Beitragvon sun42 » Sa 3. Dez 2016, 11:41

@Fussel, der Bindungswert von FLOHSAMENSCHALEN (PSYLLIUM) ist ein ungefährer Richtwert. Wenn 10g Flohsamenschalen 70g Wasser binden entspricht dies übrigens einer TA von 800 .

Es kommt noch auf etwas Anderes an: Horst Deffland hat einige Rezepte veröffentlicht, in denen Dinkel-Teige mit Flohsamenschalen bis auf eine TA von über 200 geführt werden, d.h. der Teig enthält u.U. mehr Wasser als Mehl. Die Flohsamenschalen im Teig (hier 4%) halten tatsächlich die hohe Wassermenge und der Teig ist extrem weich ohne zu kleben.

Horst Deffland schreibt hierzu auf seiner “Webseite“:

„Ein Zusatz ermöglicht die variable Einstellung der Teigausbeute von 180 bis 200, je nach Dinkelqualität. Trotz der hohen Wassermenge bleiben die Teige maschinengängig. So hergestellte Dinkelbrote haben eine enorme Frischhaltung und sind nebenbei noch ballaststoffangereichert. Auch hier ist wieder zu beachten, die richtige Grenze auszuloten. Bitte nur die Menge an Wasser im Teig binden, die auch beim späteren Backprozess verkleistert werden kann.“


Weitere Anmerkung: Ein Teil des zusätzlichen Wassers muss auch wieder ausgebacken werden, d.h. die Backzeiten laufen etwas nach oben, denn eine zu feuchte Brotkrume schmeckt einfach nicht - wie auch im Backversuch beschrieben.

Für mediterrane Gebäcke mit hoher Teigausbeute (TA178-TA185) empfehle ich eine nur geringe Zugabe von Fohsamenschalen, (0,5%) im Schüttwasser: Gerade nur so viel, um einen Teig von Zustand klebrig „sticky“ in einem manuell gut bearbeitbaren Zustand zu bringen.

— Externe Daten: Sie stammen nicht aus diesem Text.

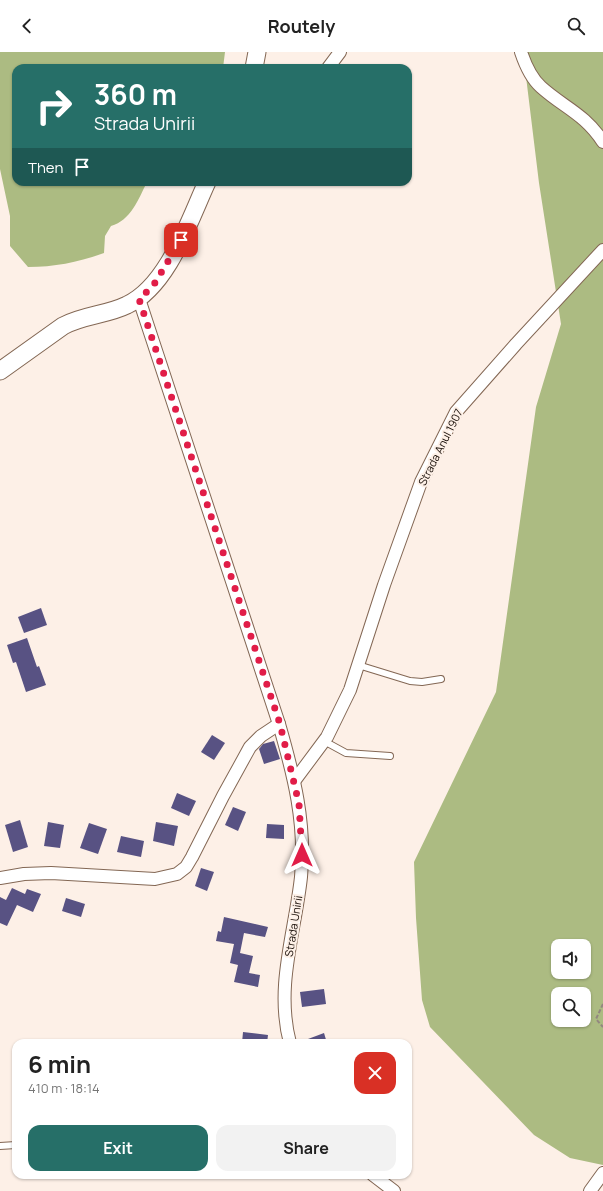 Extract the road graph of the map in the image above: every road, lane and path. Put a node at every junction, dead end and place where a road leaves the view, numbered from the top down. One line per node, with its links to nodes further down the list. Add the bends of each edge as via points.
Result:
1 (257, 52): 4 (main road)
2 (340, 52): 5 (street)
3 (521, 52): 6 (street, via 540,86 575,111 596,131)
4 (255, 64)
5 (331, 64)
6 (603, 142)
7 (206, 186): 9 (main road, via 171,258 153,286)
8 (603, 250): 11 (street, Strada Anul 1907, via 456,412 421,482)
9 (139, 299): 10 (main road, via 126,306 74,320); 13 (street, Strada Unirii)
10 (0, 371)
11 (358, 665): 12 (lane, via 410,680 422,682); 14 (street, Strada Anul 1907, via 339,716)
12 (441, 679)
13 (280, 724): 16 (street, Strada Unirii); 17 (street, via 261,736 250,747 192,857 186,867 177,874 155,879 52,873)
14 (324, 741): 15 (lane, via 346,753); 16 (street, Strada Anul 1907)
15 (390, 756)
16 (295, 780): 20 (street, Strada Unirii, via 300,810 302,855 301,878 284,988)
17 (1, 876)
18 (603, 1004): 19 (path, via 596,1019)
19 (603, 1027)
20 (289, 1039)
21 (12, 1145): 22 (lane)
22 (0, 1146)
23 (603, 1173): 26 (street)
24 (378, 1179): 25 (street)
25 (394, 1191)
26 (590, 1191)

FAZIT: Fohsamenschalen (Psyllium) sind Nahrungsfasern und ein sehr gesundes, modernes Bio-Lebensmittel. Sie sind kein Zusatzstoff wie Guarkernmehl (E412) oder Johannisbrotkernmehl (E410) und absolut geschmacksneutral. Technologisch haben sie in der Backtechnik und Teig-Fermentation ganz hervorragende Eigenschaften.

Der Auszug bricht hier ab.